Layer 4 — Network/External:
• DNS resolution slow? External API call slow?
• CDN caching issues? Static assets not cached?
Layer 5 — Application-level profiling:
• APM tools (AWS X-Ray, New Relic, Datadog APM) trace individual requests.
• Identify which service/function is slow.
Layer 6 — Recent changes:
• Was there a recent deployment? Could be a regression.
• git log — what changed recently?
My response to interviewer: "I'd start by checking infrastructure metrics — CPU, memory, disk — then application and database logs, then trace a specific slow request end-to-end to find the bottleneck."
Q2
Horizontal vs vertical scaling — how do you decide?
▾
Your Answer
Vertical Scaling (Scale Up):
• Increase the size of existing server — more CPU, RAM.
• Simple — no architecture changes needed.
• Has a limit — you can only go so big.
• Downtime usually required (instance resize).
• Good for: Stateful applications, databases, when horizontal scaling is complex.
Horizontal Scaling (Scale Out):
• Add more instances/pods.

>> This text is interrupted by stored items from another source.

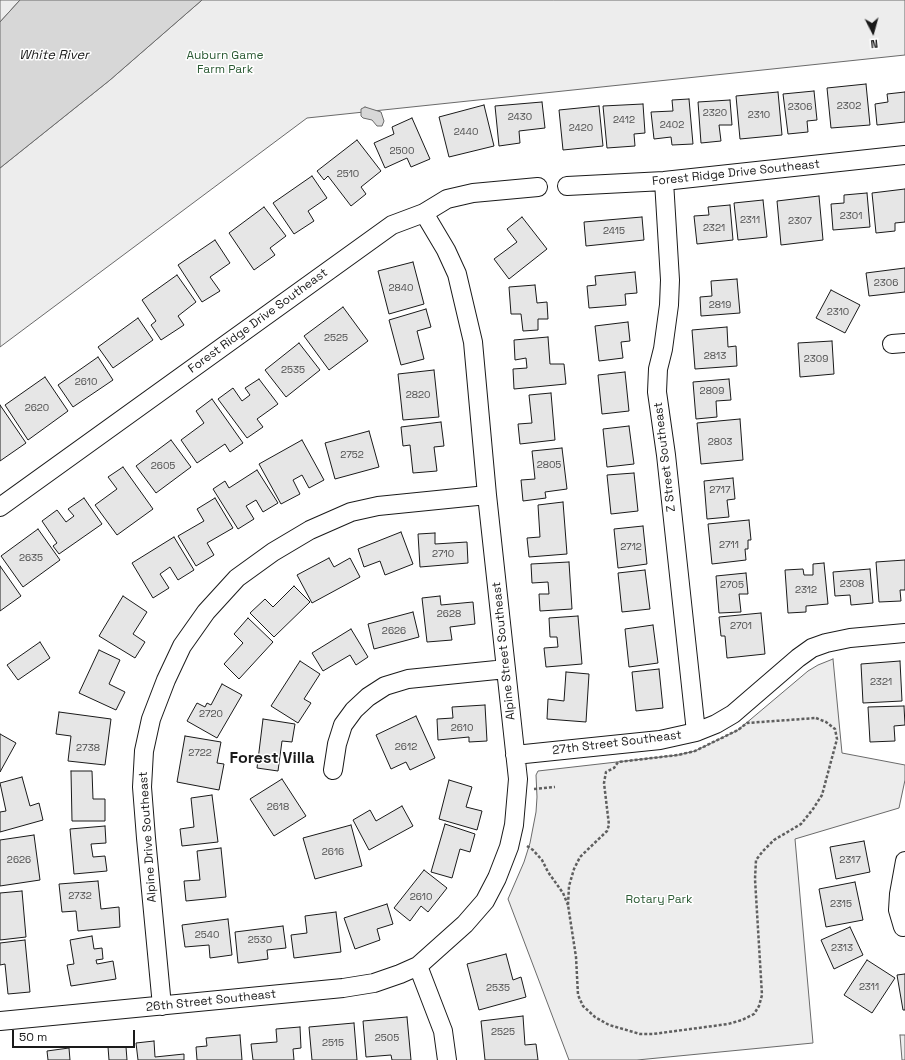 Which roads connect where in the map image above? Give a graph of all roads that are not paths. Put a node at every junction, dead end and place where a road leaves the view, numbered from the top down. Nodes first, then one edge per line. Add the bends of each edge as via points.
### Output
1 (905, 155) edge
2 (664, 181) junction
3 (567, 186) dead end
4 (538, 187) dead end
5 (424, 213) junction
6 (487, 495) junction
7 (0, 507) edge
8 (905, 633) edge
9 (506, 669) junction
10 (696, 732) junction
11 (515, 755) junction
12 (333, 770) dead end
13 (905, 862) edge
14 (903, 927) dead end
15 (418, 966) junction
16 (162, 1006) junction
17 (0, 1021) edge
18 (447, 1060) edge

1 - 2 street, Forest Ridge Drive Southeast
2 - 3 street, Forest Ridge Drive Southeast
2 - 10 street, Z Street Southeast via 670,280 657,392
4 - 5 street, Forest Ridge Drive Southeast via 472,193 447,199
5 - 6 street, Alpine Street Southeast via 457,274 467,311 473,342
5 - 7 street, Forest Ridge Drive Southeast via 392,225
6 - 9 street, Alpine Street Southeast
6 - 16 street, Alpine Drive Southeast via 378,506 351,512 310,530 237,578 206,612 182,646 151,718 144,751 142,787
8 - 10 street, 27th Street Southeast via 850,638 812,648 733,714
9 - 11 street, Alpine Street Southeast
9 - 12 street via 408,679 385,686 354,710 343,725
10 - 11 street, 27th Street Southeast via 660,740
11 - 15 street, Alpine Street Southeast via 518,789 514,825 498,878 485,901 465,924
13 - 14 street via 898,910
15 - 16 street, 26th Street Southeast via 374,983 344,988
15 - 18 street via 443,1031
16 - 17 street, 26th Street Southeast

Distribute load.
• No theoretical limit — infinitely scalable.
• Requires load balancer, stateless app design.
• More resilient — no single point of failure.
• Good for: Stateless microservices, web servers, APIs.
Decision framework:
• Is the app stateless? → Horizontal first.
• Is it a database? → Vertical first (read replicas for reads = horizontal for reads).
• Is the bottleneck CPU-bound (computation)? → Horizontal (more instances doing parallel work).
• Is it memory-bound (caching, JVM heap)? → Sometimes vertical is faster fix, then optimize.
• Cost: Horizontal with Spot instances is often cheaper than one giant instance.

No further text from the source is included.